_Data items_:

□ □ □

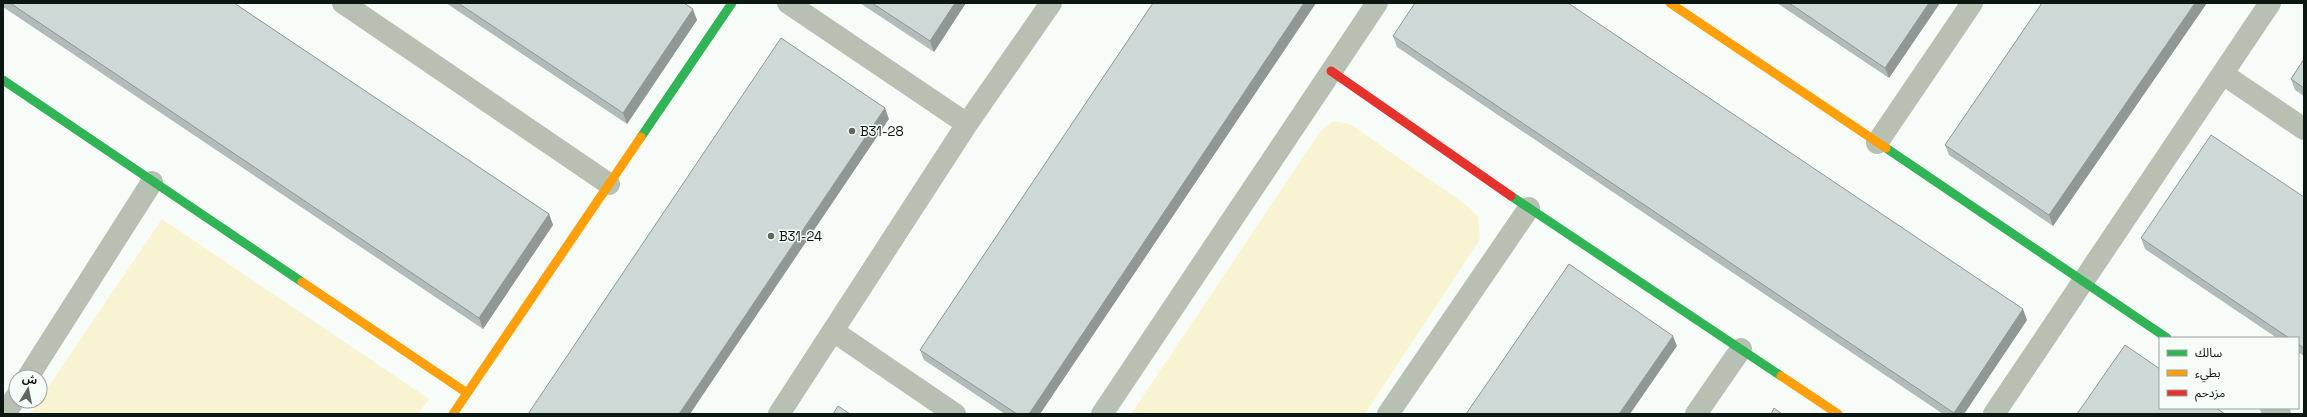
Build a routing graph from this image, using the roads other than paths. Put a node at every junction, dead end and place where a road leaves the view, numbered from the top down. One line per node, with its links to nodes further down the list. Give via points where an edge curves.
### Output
1 (343, 3): 16 (street)
2 (732, 3): 16 (street)
3 (788, 3): 12 (street)
4 (1051, 3): 12 (street)
5 (1377, 3): 9 (street)
6 (1670, 3): 14 (street)
7 (1972, 3): 14 (street)
8 (2270, 3): 10 (street)
9 (1331, 71): 17 (street); 27 (street)
10 (2223, 74): 13 (street); 18 (street)
11 (3, 80): 15 (street)
12 (967, 124): 19 (street)
13 (2304, 130)
14 (1877, 143): 18 (street)
15 (152, 182): 22 (street); 23 (street)
16 (609, 184): 23 (street)
17 (1529, 208): 21 (street); 28 (street)
18 (2084, 282): 20 (street); 31 (street)
19 (833, 331): 25 (street); 26 (street)
20 (2166, 337)
21 (1740, 349): 29 (street); 30 (street)
22 (33, 369)
23 (467, 393): 24 (street)
24 (453, 414)
25 (779, 414)
26 (955, 414)
27 (1102, 414)
28 (1388, 414)
29 (1696, 414)
30 (1838, 414)
31 (1994, 414)

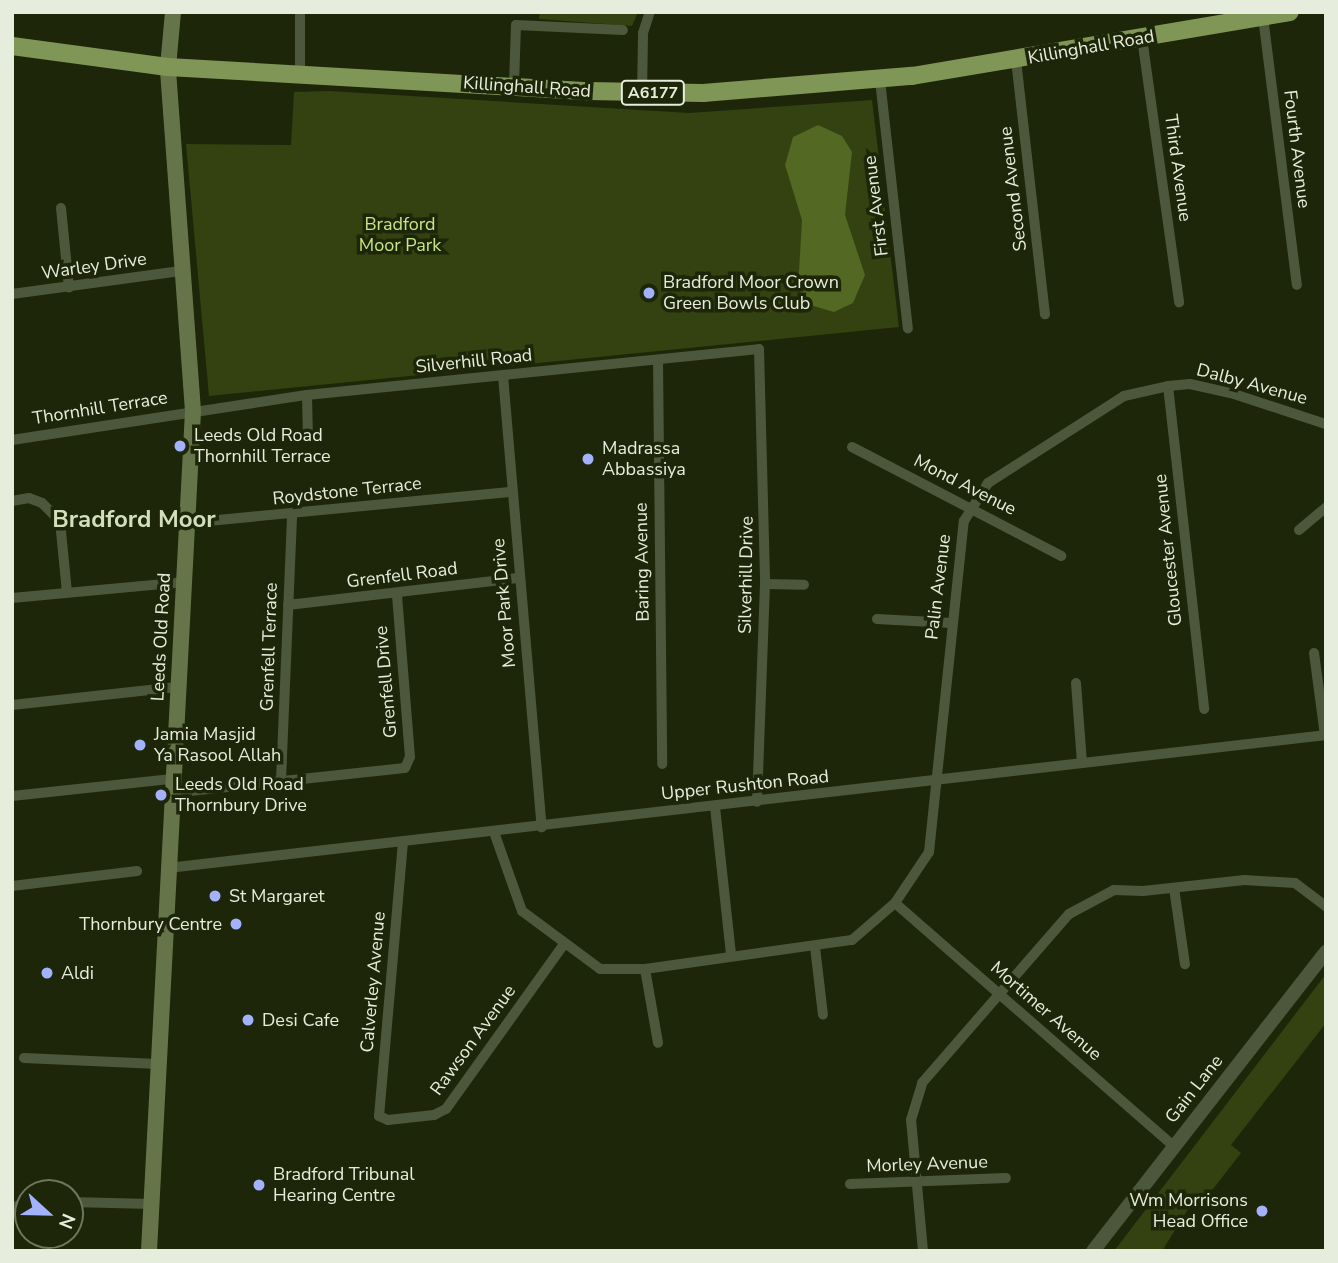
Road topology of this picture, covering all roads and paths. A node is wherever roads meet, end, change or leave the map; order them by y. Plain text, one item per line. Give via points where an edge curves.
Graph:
1 (300, 12) edge
2 (650, 12) edge
3 (1290, 12) edge
4 (171, 13) edge
5 (1263, 17) junction
6 (623, 30) dead end
7 (1142, 38) junction
8 (12, 46) edge
9 (1016, 60) junction
10 (169, 67) junction
11 (300, 75) junction
12 (880, 80) junction
13 (514, 85) junction
14 (642, 93) junction
15 (61, 208) dead end
16 (180, 271) junction
17 (1297, 285) dead end
18 (69, 288) junction
19 (12, 294) edge
20 (1179, 302) dead end
21 (1045, 314) dead end
22 (908, 328) dead end
23 (759, 349) joint
24 (658, 360) junction
25 (503, 376) junction
26 (1168, 386) junction
27 (307, 395) junction
28 (193, 411) junction
29 (1326, 424) edge
30 (308, 439) dead end
31 (12, 440) edge
32 (852, 447) dead end
33 (510, 492) junction
34 (12, 501) edge
35 (972, 507) junction
36 (1326, 507) edge
37 (292, 514) junction
38 (187, 523) junction
39 (1299, 530) dead end
40 (1061, 556) dead end
41 (519, 578) junction
42 (183, 582) junction
43 (765, 584) junction
44 (804, 585) dead end
45 (67, 593) junction
46 (397, 594) junction
47 (12, 598) edge
48 (288, 605) junction
49 (877, 619) dead end
50 (951, 623) junction
51 (1314, 653) dead end
52 (1076, 683) dead end
53 (177, 687) junction
54 (12, 705) edge
55 (1204, 709) dead end
56 (1326, 736) edge
57 (1082, 762) junction
58 (662, 764) dead end
59 (281, 780) junction
60 (935, 781) junction
61 (171, 786) junction
62 (12, 796) edge
63 (757, 802) junction
64 (715, 807) junction
65 (542, 827) junction
66 (494, 832) junction
67 (403, 842) junction
68 (168, 868) junction
69 (137, 870) dead end
70 (12, 886) edge
71 (1174, 888) junction
72 (895, 902) junction
73 (1326, 906) edge
74 (564, 944) junction
75 (815, 947) junction
76 (1326, 952) edge
77 (731, 955) junction
78 (1185, 964) dead end
79 (645, 969) junction
80 (1000, 996) junction
81 (823, 1015) dead end
82 (658, 1043) dead end
83 (24, 1058) dead end
84 (158, 1064) junction
85 (388, 1120) joint
86 (1174, 1146) junction
87 (1006, 1178) dead end
88 (850, 1184) dead end
89 (917, 1184) junction
90 (84, 1202) edge
91 (152, 1204) junction
92 (149, 1251) edge
93 (923, 1251) edge
94 (1093, 1251) edge

1 - 11 street
2 - 14 street via 643,33
3 - 5 highway, Killinghall Road / A6177
4 - 10 main road, Leeds Old Road
5 - 7 highway, Killinghall Road / A6177
5 - 17 street, Fourth Avenue
6 - 13 street via 516,25
7 - 9 highway, Killinghall Road / A6177
7 - 20 street, Third Avenue
8 - 10 highway, Killinghall Road / A6177
9 - 12 highway, Killinghall Road / A6177
9 - 21 street, Second Avenue
10 - 11 highway, Killinghall Road / A6177
10 - 16 main road, Leeds Old Road
11 - 13 highway, Killinghall Road / A6177
12 - 14 highway, Killinghall Road / A6177 via 803,88
12 - 22 street, First Avenue
13 - 14 highway, Killinghall Road / A6177
15 - 18 street
16 - 18 street, Warley Drive
16 - 28 main road, Leeds Old Road
18 - 19 street, Warley Drive
23 - 24 street, Silverhill Road
23 - 43 street, Silverhill Drive
24 - 25 street, Silverhill Road
24 - 58 street, Baring Avenue
25 - 27 street, Silverhill Road
25 - 33 street, Moor Park Drive
26 - 29 street, Dalby Avenue via 1190,384 1223,391
26 - 35 street, Palin Avenue via 1124,396 1014,463 988,483
26 - 55 street, Gloucester Avenue
27 - 28 street, Silverhill Road
27 - 30 street
28 - 31 street, Thornhill Terrace
28 - 38 main road, Leeds Old Road
32 - 35 street, Mond Avenue
33 - 37 street, Roydstone Terrace
33 - 41 street, Moor Park Drive
34 - 45 street via 30,498 60,521
35 - 40 street, Mond Avenue
35 - 50 street, Palin Avenue via 964,521
36 - 39 street
37 - 38 street, Roydstone Terrace
37 - 48 street, Grenfell Terrace
38 - 42 main road, Leeds Old Road
41 - 46 street, Grenfell Road
41 - 65 street, Moor Park Drive
42 - 45 street
42 - 53 main road, Leeds Old Road
43 - 44 street
43 - 63 street, Silverhill Drive
45 - 47 street
46 - 48 street, Grenfell Road
46 - 59 street, Grenfell Drive via 410,757 405,768
48 - 59 street, Grenfell Terrace
49 - 50 street
50 - 60 street, Palin Avenue
51 - 56 street
52 - 57 street
53 - 54 street
53 - 61 main road, Leeds Old Road
56 - 57 street, Upper Rushton Road
57 - 60 street, Upper Rushton Road
59 - 61 street
60 - 63 street, Upper Rushton Road
60 - 72 street, Palin Avenue via 929,852
61 - 62 street
61 - 68 main road, Leeds Old Road
63 - 64 street, Upper Rushton Road
64 - 65 street, Upper Rushton Road
64 - 77 street
65 - 66 street, Upper Rushton Road
66 - 67 street, Upper Rushton Road
66 - 74 street, Palin Avenue via 522,911
67 - 68 street, Upper Rushton Road
67 - 85 street, Calverley Avenue via 379,1102 379,1116
68 - 84 main road, Leeds Old Road
69 - 70 street
71 - 73 street via 1244,880 1295,883
71 - 78 street
71 - 80 street via 1114,890 1069,914
72 - 75 street, Palin Avenue via 866,933
72 - 80 street, Mortimer Avenue
74 - 79 street, Palin Avenue via 600,969
74 - 85 street, Rawson Avenue via 446,1109 434,1115
75 - 77 street, Palin Avenue
75 - 81 street
76 - 86 street, Gain Lane
77 - 79 street, Palin Avenue
79 - 82 street
80 - 86 street, Mortimer Avenue
80 - 89 street via 922,1083 911,1120
83 - 84 street
84 - 91 main road, Leeds Old Road
86 - 94 street, Gain Lane
87 - 89 street, Morley Avenue
88 - 89 street, Morley Avenue
89 - 93 street
90 - 91 street
91 - 92 main road, Leeds Old Road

□ □ □

_What you will do_:
In your copy, exclude the pictures and repeat each entry above exactly.

_Response to the task_:
Build a routing graph from this image, using the roads other than paths. Put a node at every junction, dead end and place where a road leaves the view, numbered from the top down. One line per node, with its links to nodes further down the list. Give via points where an edge curves.
### Output
1 (343, 3): 16 (street)
2 (732, 3): 16 (street)
3 (788, 3): 12 (street)
4 (1051, 3): 12 (street)
5 (1377, 3): 9 (street)
6 (1670, 3): 14 (street)
7 (1972, 3): 14 (street)
8 (2270, 3): 10 (street)
9 (1331, 71): 17 (street); 27 (street)
10 (2223, 74): 13 (street); 18 (street)
11 (3, 80): 15 (street)
12 (967, 124): 19 (street)
13 (2304, 130)
14 (1877, 143): 18 (street)
15 (152, 182): 22 (street); 23 (street)
16 (609, 184): 23 (street)
17 (1529, 208): 21 (street); 28 (street)
18 (2084, 282): 20 (street); 31 (street)
19 (833, 331): 25 (street); 26 (street)
20 (2166, 337)
21 (1740, 349): 29 (street); 30 (street)
22 (33, 369)
23 (467, 393): 24 (street)
24 (453, 414)
25 (779, 414)
26 (955, 414)
27 (1102, 414)
28 (1388, 414)
29 (1696, 414)
30 (1838, 414)
31 (1994, 414)

Road topology of this picture, covering all roads and paths. A node is wherever roads meet, end, change or leave the map; order them by y. Plain text, one item per line. Give via points where an edge curves.
Graph:
1 (300, 12) edge
2 (650, 12) edge
3 (1290, 12) edge
4 (171, 13) edge
5 (1263, 17) junction
6 (623, 30) dead end
7 (1142, 38) junction
8 (12, 46) edge
9 (1016, 60) junction
10 (169, 67) junction
11 (300, 75) junction
12 (880, 80) junction
13 (514, 85) junction
14 (642, 93) junction
15 (61, 208) dead end
16 (180, 271) junction
17 (1297, 285) dead end
18 (69, 288) junction
19 (12, 294) edge
20 (1179, 302) dead end
21 (1045, 314) dead end
22 (908, 328) dead end
23 (759, 349) joint
24 (658, 360) junction
25 (503, 376) junction
26 (1168, 386) junction
27 (307, 395) junction
28 (193, 411) junction
29 (1326, 424) edge
30 (308, 439) dead end
31 (12, 440) edge
32 (852, 447) dead end
33 (510, 492) junction
34 (12, 501) edge
35 (972, 507) junction
36 (1326, 507) edge
37 (292, 514) junction
38 (187, 523) junction
39 (1299, 530) dead end
40 (1061, 556) dead end
41 (519, 578) junction
42 (183, 582) junction
43 (765, 584) junction
44 (804, 585) dead end
45 (67, 593) junction
46 (397, 594) junction
47 (12, 598) edge
48 (288, 605) junction
49 (877, 619) dead end
50 (951, 623) junction
51 (1314, 653) dead end
52 (1076, 683) dead end
53 (177, 687) junction
54 (12, 705) edge
55 (1204, 709) dead end
56 (1326, 736) edge
57 (1082, 762) junction
58 (662, 764) dead end
59 (281, 780) junction
60 (935, 781) junction
61 (171, 786) junction
62 (12, 796) edge
63 (757, 802) junction
64 (715, 807) junction
65 (542, 827) junction
66 (494, 832) junction
67 (403, 842) junction
68 (168, 868) junction
69 (137, 870) dead end
70 (12, 886) edge
71 (1174, 888) junction
72 (895, 902) junction
73 (1326, 906) edge
74 (564, 944) junction
75 (815, 947) junction
76 (1326, 952) edge
77 (731, 955) junction
78 (1185, 964) dead end
79 (645, 969) junction
80 (1000, 996) junction
81 (823, 1015) dead end
82 (658, 1043) dead end
83 (24, 1058) dead end
84 (158, 1064) junction
85 (388, 1120) joint
86 (1174, 1146) junction
87 (1006, 1178) dead end
88 (850, 1184) dead end
89 (917, 1184) junction
90 (84, 1202) edge
91 (152, 1204) junction
92 (149, 1251) edge
93 (923, 1251) edge
94 (1093, 1251) edge

1 - 11 street
2 - 14 street via 643,33
3 - 5 highway, Killinghall Road / A6177
4 - 10 main road, Leeds Old Road
5 - 7 highway, Killinghall Road / A6177
5 - 17 street, Fourth Avenue
6 - 13 street via 516,25
7 - 9 highway, Killinghall Road / A6177
7 - 20 street, Third Avenue
8 - 10 highway, Killinghall Road / A6177
9 - 12 highway, Killinghall Road / A6177
9 - 21 street, Second Avenue
10 - 11 highway, Killinghall Road / A6177
10 - 16 main road, Leeds Old Road
11 - 13 highway, Killinghall Road / A6177
12 - 14 highway, Killinghall Road / A6177 via 803,88
12 - 22 street, First Avenue
13 - 14 highway, Killinghall Road / A6177
15 - 18 street
16 - 18 street, Warley Drive
16 - 28 main road, Leeds Old Road
18 - 19 street, Warley Drive
23 - 24 street, Silverhill Road
23 - 43 street, Silverhill Drive
24 - 25 street, Silverhill Road
24 - 58 street, Baring Avenue
25 - 27 street, Silverhill Road
25 - 33 street, Moor Park Drive
26 - 29 street, Dalby Avenue via 1190,384 1223,391
26 - 35 street, Palin Avenue via 1124,396 1014,463 988,483
26 - 55 street, Gloucester Avenue
27 - 28 street, Silverhill Road
27 - 30 street
28 - 31 street, Thornhill Terrace
28 - 38 main road, Leeds Old Road
32 - 35 street, Mond Avenue
33 - 37 street, Roydstone Terrace
33 - 41 street, Moor Park Drive
34 - 45 street via 30,498 60,521
35 - 40 street, Mond Avenue
35 - 50 street, Palin Avenue via 964,521
36 - 39 street
37 - 38 street, Roydstone Terrace
37 - 48 street, Grenfell Terrace
38 - 42 main road, Leeds Old Road
41 - 46 street, Grenfell Road
41 - 65 street, Moor Park Drive
42 - 45 street
42 - 53 main road, Leeds Old Road
43 - 44 street
43 - 63 street, Silverhill Drive
45 - 47 street
46 - 48 street, Grenfell Road
46 - 59 street, Grenfell Drive via 410,757 405,768
48 - 59 street, Grenfell Terrace
49 - 50 street
50 - 60 street, Palin Avenue
51 - 56 street
52 - 57 street
53 - 54 street
53 - 61 main road, Leeds Old Road
56 - 57 street, Upper Rushton Road
57 - 60 street, Upper Rushton Road
59 - 61 street
60 - 63 street, Upper Rushton Road
60 - 72 street, Palin Avenue via 929,852
61 - 62 street
61 - 68 main road, Leeds Old Road
63 - 64 street, Upper Rushton Road
64 - 65 street, Upper Rushton Road
64 - 77 street
65 - 66 street, Upper Rushton Road
66 - 67 street, Upper Rushton Road
66 - 74 street, Palin Avenue via 522,911
67 - 68 street, Upper Rushton Road
67 - 85 street, Calverley Avenue via 379,1102 379,1116
68 - 84 main road, Leeds Old Road
69 - 70 street
71 - 73 street via 1244,880 1295,883
71 - 78 street
71 - 80 street via 1114,890 1069,914
72 - 75 street, Palin Avenue via 866,933
72 - 80 street, Mortimer Avenue
74 - 79 street, Palin Avenue via 600,969
74 - 85 street, Rawson Avenue via 446,1109 434,1115
75 - 77 street, Palin Avenue
75 - 81 street
76 - 86 street, Gain Lane
77 - 79 street, Palin Avenue
79 - 82 street
80 - 86 street, Mortimer Avenue
80 - 89 street via 922,1083 911,1120
83 - 84 street
84 - 91 main road, Leeds Old Road
86 - 94 street, Gain Lane
87 - 89 street, Morley Avenue
88 - 89 street, Morley Avenue
89 - 93 street
90 - 91 street
91 - 92 main road, Leeds Old Road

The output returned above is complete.